Roe v Wade was a controversial vote by the US Supreme Court in 1973 over whether abortion should be legalized across the US, following its earlier legalization in New York state.
Following an early personal tragedy, Dr. Bernard Nathanson (Nick Loeb) is a leading abortion advocate, making a tidy living by performing abortions in New York. Together with writer and journalist Larry Lader (Jamie Kennedy) the pair lobby for the "Right to Choose": to legalize abortion across the country. They 'recruit' Norma McCorvey (Summer Joy Campbell), under the pseudonym of Jane Roe, to headline their case.
Against them are the 'Pro-Life' lobby headed by Dr. Mildred Jefferson (Stacey Nash) with Henry Wade (James DuMont), the district attorney for Dallas County, being the opposing plaintiff.
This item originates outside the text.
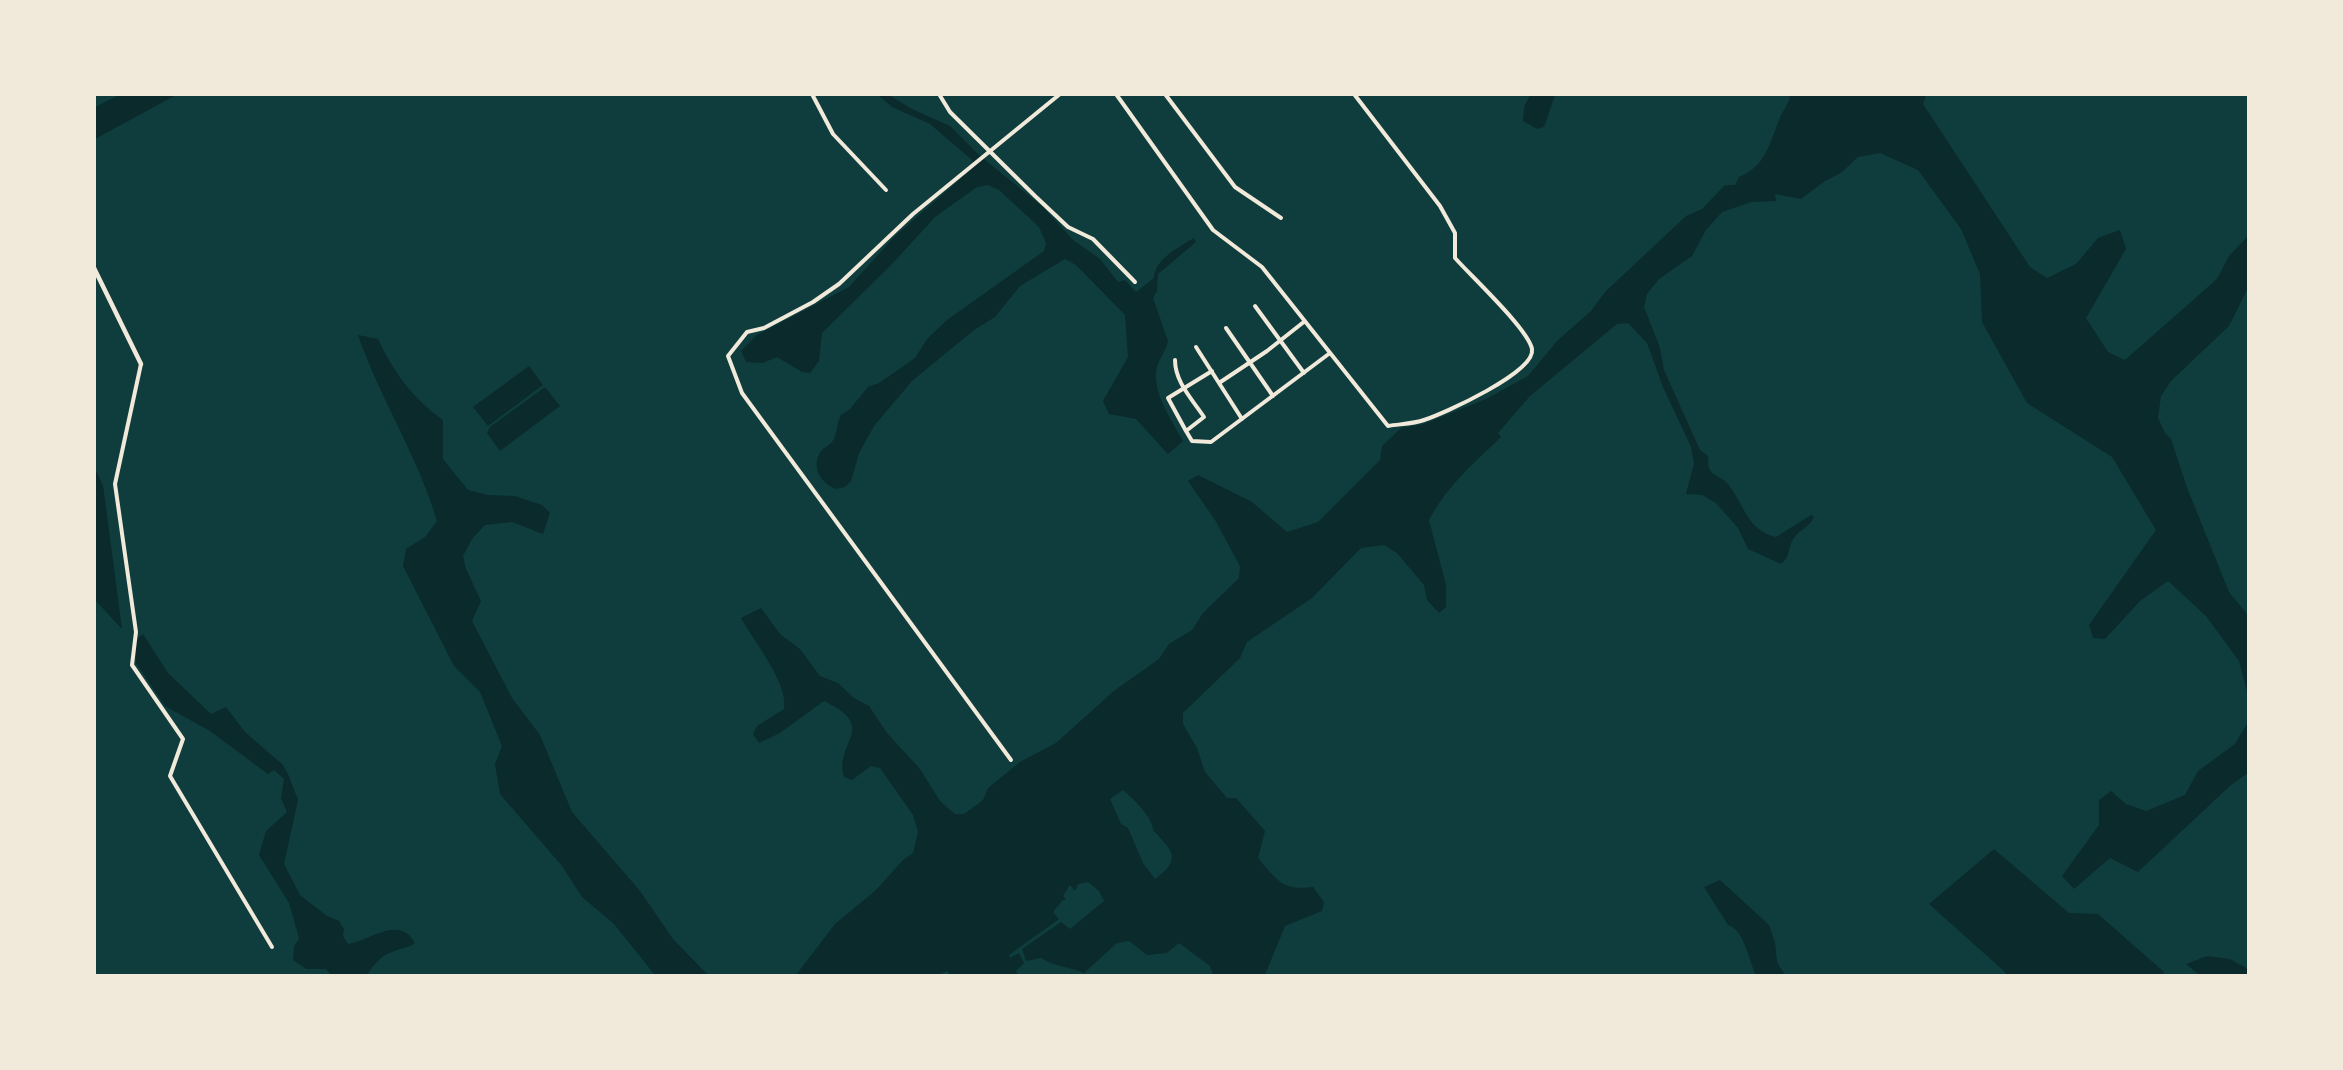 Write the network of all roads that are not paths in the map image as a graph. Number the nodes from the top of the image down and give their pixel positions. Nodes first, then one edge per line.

- It's a brave team that put a movie together about such an emotionally charged subject, and Nick Loeb and crew should be congratulated for being brave enough to do so.
- As in "The Trial of the Chicago 7", this was subject matter from the era from the US 1960/1970's that I was completely unaware of, so I didn't know where the movie might go (no spoilers here).
- The movie plays its cards pretty close to its chest for most of the running time as regards whose 'side' it is on: pro-Life or pro-Choice. You see each team working their own corner, and the facts for and against are provided to the viewer (which Nick Loeb asserts have been thoroughly fact checked).
- The film comes to life most in some of the legal debates between Professor Robert Byrn (Joey Lawrence) and his students. These were the scenes which I enjoyed most, and Lawrence delivers one of the better acting performances in the movie.
- There's fun in seeing a lot of 'old pros' appearing in cameos as the supreme court judges: Jon Voight ("Mission Impossible"); Bond villain Robert Davi ("Licence to Kill"); Corbin Bernsen ("LA Law") and Steve Guttenberg ("3 Men and a Baby").
- There's no polite way to say this, but as a relatively low-budget movie, some of the supporting performances are on the decidedly ropy side.
- I wanted to see more of the legal debate between the members of the Supreme court.... but I suspect the shooting time available with these 'big name' actors was limited. That's a shame.
- This is not a "Trial of the Chicago 7", and the script is NOT by Aaron Sorkin. It generally lacks polish. And there is way too much "Oh, hello --Insert full title and name of character here--" which is distractingly unnatural (just use sub-titles!).
- Those familiar with my blog will know of my UTTER HATRED of voiceovers in movies! This is deployed throughout (by Nick Loeb) and irritated me enormously. More "Show".... less "Tell"!
- The movie doesn't know when to quit. There is a natural and dramatic "end point" to the story. But the movie tacks on multiple 'epilogue' scenes. Some of these are interesting and informative, showing broadcasts of the 'real-life' participants. Others are superfluous, and lessen the overall impact of the message. IMHO, it would have been better to end at the natural end-point of the story, then 'do a "Sully"' by dropping the real life photos and interviews as insets into the end-titles.
I'll sometimes put 'warnings' for sensitive viewers into my reviews. As the subject matter is abortion, then this may naturally self-deselect certain viewers. But to be clear, the movie does 'go there' in two short, almost subliminal, scenes that will almost certainly upset any parents that have been through any form of pre-natal loss. Watcher beware.